[RAW DATA]

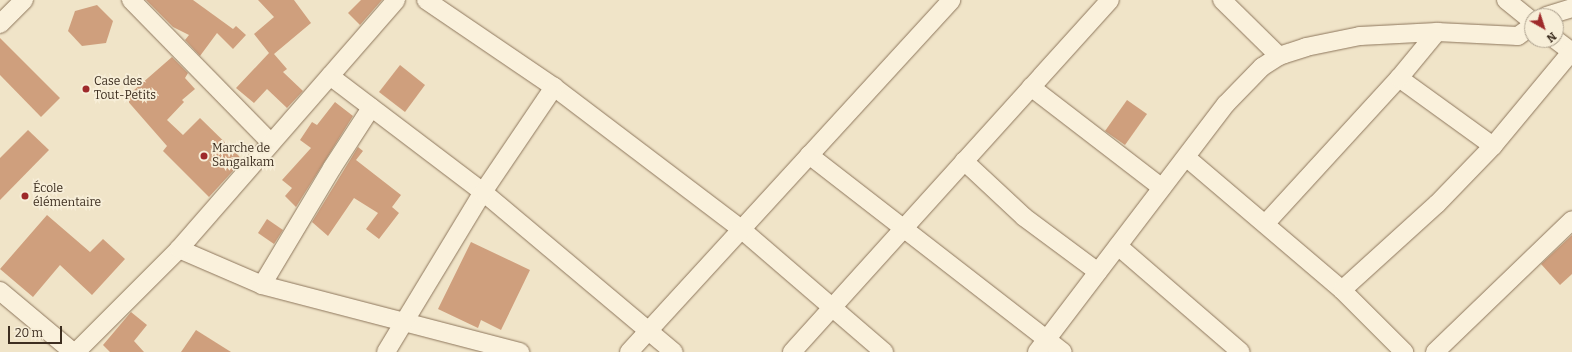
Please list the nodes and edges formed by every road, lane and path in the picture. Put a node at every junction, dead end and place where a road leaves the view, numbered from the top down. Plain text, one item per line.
1 (24, 0) edge
2 (131, 0) edge
3 (396, 0) edge
4 (426, 0) edge
5 (950, 0) edge
6 (1110, 0) edge
7 (1222, 0) edge
8 (1506, 0) edge
9 (1524, 15) edge
10 (0, 24) edge
11 (1438, 32) junction
12 (1524, 32) edge
13 (1571, 52) edge
14 (1280, 56) junction
15 (330, 76) junction
16 (1399, 78) junction
17 (554, 87) junction
18 (1031, 88) junction
19 (371, 108) junction
20 (271, 143) junction
21 (1493, 146) junction
22 (809, 155) junction
23 (1187, 158) junction
24 (964, 161) junction
25 (1162, 188) junction
26 (483, 192) junction
27 (1572, 222) edge
28 (1266, 223) junction
29 (904, 228) junction
30 (741, 229) junction
31 (1118, 246) junction
32 (179, 249) junction
33 (1098, 272) junction
34 (262, 284) junction
35 (1342, 290) junction
36 (0, 291) edge
37 (833, 308) junction
38 (406, 322) junction
39 (648, 330) junction
40 (1042, 346) edge
41 (74, 352) edge
42 (386, 352) edge
43 (520, 352) edge
44 (629, 352) edge
45 (674, 352) edge
46 (792, 352) edge
47 (884, 352) edge
48 (1063, 352) edge
49 (1241, 352) edge
50 (1404, 352) edge
51 (1435, 352) edge

1 - 10 street
2 - 20 street
3 - 15 street
4 - 17 street
5 - 22 street
6 - 18 street
7 - 14 street
8 - 9 street
11 - 12 street
11 - 14 street
11 - 16 street
13 - 21 street
14 - 23 street
15 - 19 street
15 - 20 street
16 - 21 street
16 - 28 street
17 - 26 street
17 - 30 street
18 - 24 street
18 - 25 street
19 - 26 street
19 - 34 street
20 - 32 street
21 - 35 street
22 - 29 street
22 - 30 street
23 - 25 street
23 - 28 street
24 - 29 street
24 - 33 street
25 - 31 street
26 - 38 street
26 - 39 street
27 - 51 street
28 - 35 street
29 - 37 street
29 - 40 street
30 - 37 street
30 - 39 street
31 - 33 street
31 - 49 street
32 - 34 street
32 - 41 street
33 - 40 street
34 - 38 street
35 - 50 street
36 - 41 street
37 - 46 street
37 - 47 street
38 - 42 street
38 - 43 street
39 - 44 street
39 - 45 street
40 - 48 street

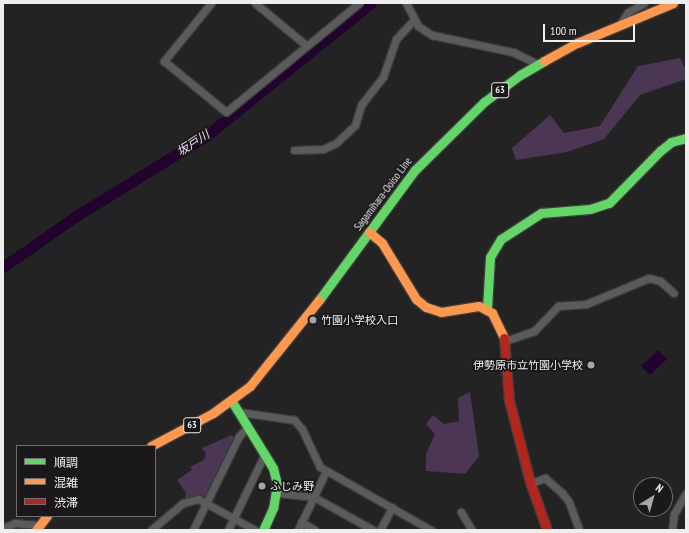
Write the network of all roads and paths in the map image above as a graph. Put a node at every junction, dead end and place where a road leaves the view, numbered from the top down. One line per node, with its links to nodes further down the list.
1 (211, 3): 9 (street)
2 (255, 3): 9 (street)
3 (359, 3): 9 (street)
4 (406, 3): 7 (street)
5 (644, 3): 8 (street)
6 (673, 3): 8 (street, Sagamihara-Ooiso LIne / 63)
7 (413, 20): 10 (street); 12 (street)
8 (620, 24): 10 (street, Sagamihara-Ooiso LIne / 63)
9 (307, 46)
10 (538, 64): 13 (street, Sagamihara-Ooiso LIne / 63)
11 (686, 138): 15 (street)
12 (294, 150)
13 (369, 232): 15 (street); 17 (street, Sagamihara-Ooiso LIne / 63)
14 (674, 293): 16 (street)
15 (487, 308): 16 (street)
16 (505, 341): 23 (street)
17 (232, 400): 18 (street); 20 (street, Sagamihara-Ooiso LIne / 63)
18 (239, 412): 19 (street); 22 (street)
19 (248, 427): 21 (street); 27 (street)
20 (153, 445)
21 (265, 453): 24 (street); 31 (street)
22 (326, 471): 26 (street); 28 (street)
23 (530, 484): 46 (street); 47 (street)
24 (277, 493): 26 (street); 39 (street)
25 (686, 493): 48 (street)
26 (314, 497): 32 (street); 42 (street)
27 (207, 503): 31 (street); 35 (street); 36 (street)
28 (392, 507): 43 (street); 44 (street)
29 (461, 512): 45 (street)
30 (46, 517): 33 (street)
31 (233, 518): 37 (street); 38 (street)
32 (301, 522): 40 (street); 41 (street)
33 (38, 527): 34 (street)
34 (3, 528)
35 (151, 530)
36 (194, 530)
37 (228, 530)
38 (255, 530)
39 (263, 530)
40 (298, 530)
41 (315, 530)
42 (373, 530)
43 (380, 530)
44 (431, 530)
45 (472, 530)
46 (547, 530)
47 (579, 530)
48 (672, 530)

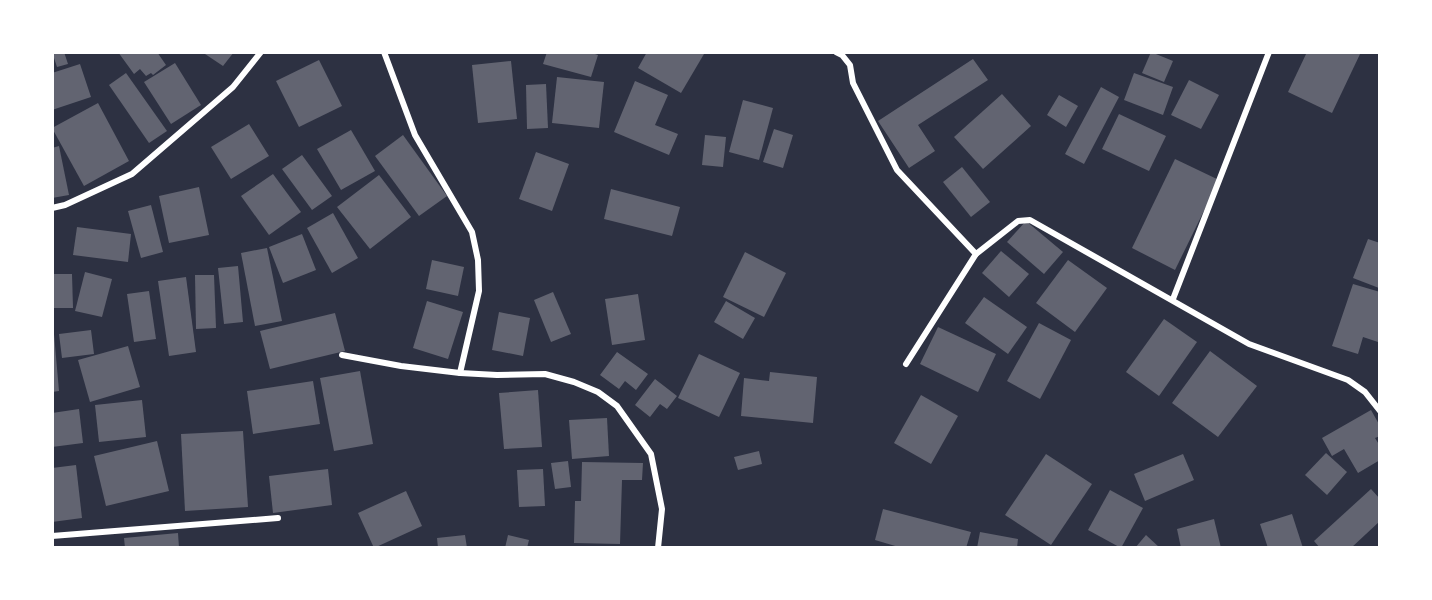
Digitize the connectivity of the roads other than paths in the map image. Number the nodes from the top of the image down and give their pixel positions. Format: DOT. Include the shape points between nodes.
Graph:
graph roads {
  1 [pos="261,52"];
  2 [pos="384,52"];
  3 [pos="836,52"];
  4 [pos="1269,52"];
  5 [pos="52,208"];
  6 [pos="976,254"];
  7 [pos="1173,300"];
  8 [pos="342,355"];
  9 [pos="906,364"];
  10 [pos="460,373"];
  11 [pos="1380,411"];
  12 [pos="278,518"];
  13 [pos="52,536"];
  14 [pos="658,548"];
  1 -- 5 [label="street" via="233,87 132,174"];
  2 -- 10 [label="street" via="415,135 472,232 479,291"];
  3 -- 6 [label="street" via="850,65 853,83 897,170"];
  4 -- 7 [label="street"];
  6 -- 7 [label="street" via="1018,221 1030,220"];
  6 -- 9 [label="street"];
  7 -- 11 [label="street" via="1250,344 1348,380 1365,392"];
  8 -- 10 [label="street"];
  10 -- 14 [label="street" via="545,374 590,389 617,406 651,454 662,509"];
  12 -- 13 [label="street"];
}
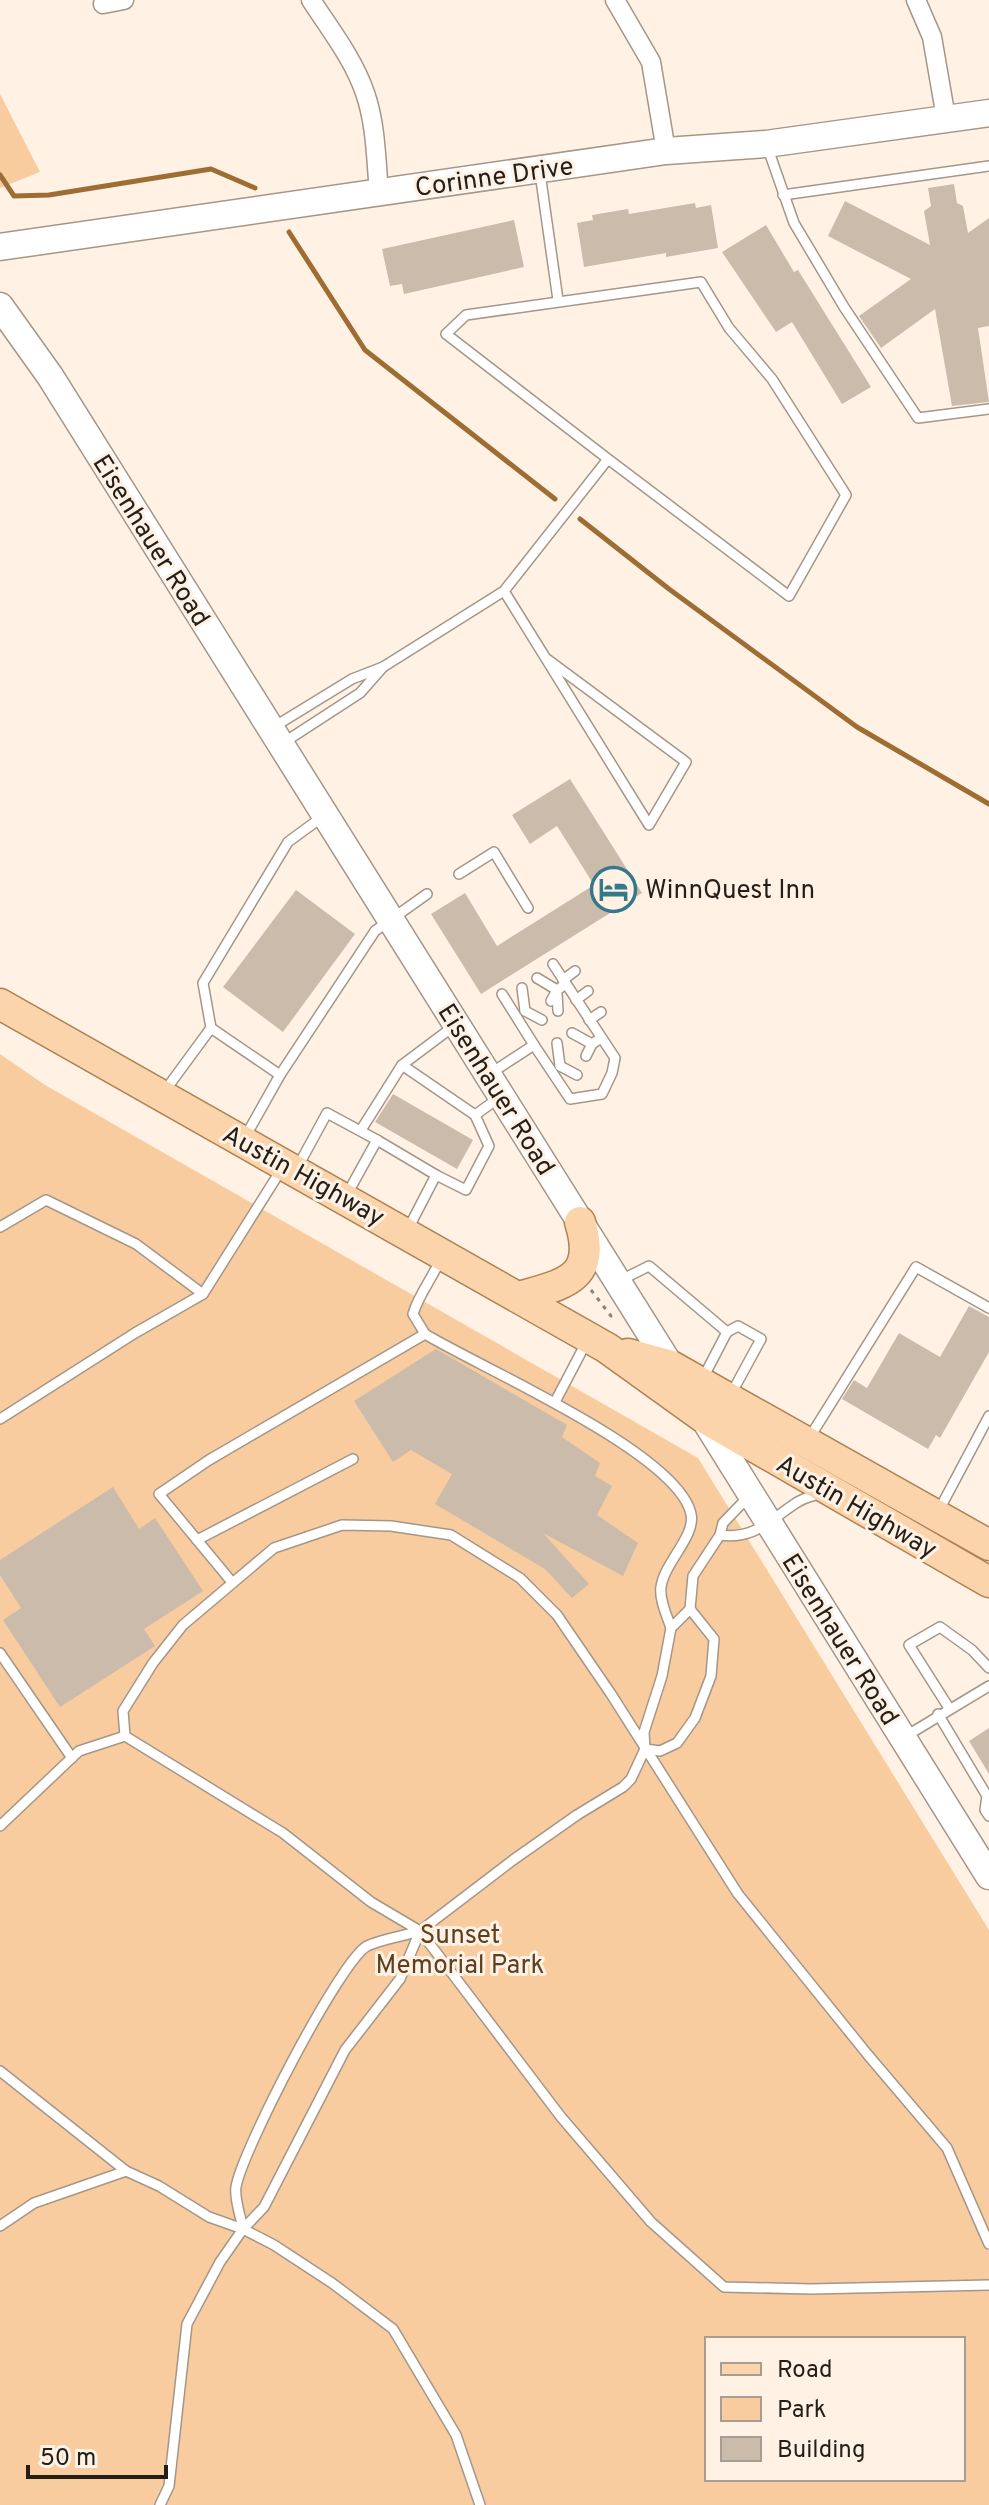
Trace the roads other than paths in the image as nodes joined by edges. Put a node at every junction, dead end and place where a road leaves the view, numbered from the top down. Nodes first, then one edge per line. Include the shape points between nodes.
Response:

[/RAW DATA]

WHAT IS BEING ASKED ->
Every line of the material above that has the string "other" needs pulling out.

ANSWER TO THE EXERCISE ->
Digitize the connectivity of the roads other than paths in the map image. Number the nodes from the top of the image down and give their pixel positions. Format: DOT. Include the shape points between nodes.
Trace the roads other than paths in the image as nodes joined by edges. Put a node at every junction, dead end and place where a road leaves the view, numbered from the top down. Nodes first, then one edge per line. Include the shape points between nodes.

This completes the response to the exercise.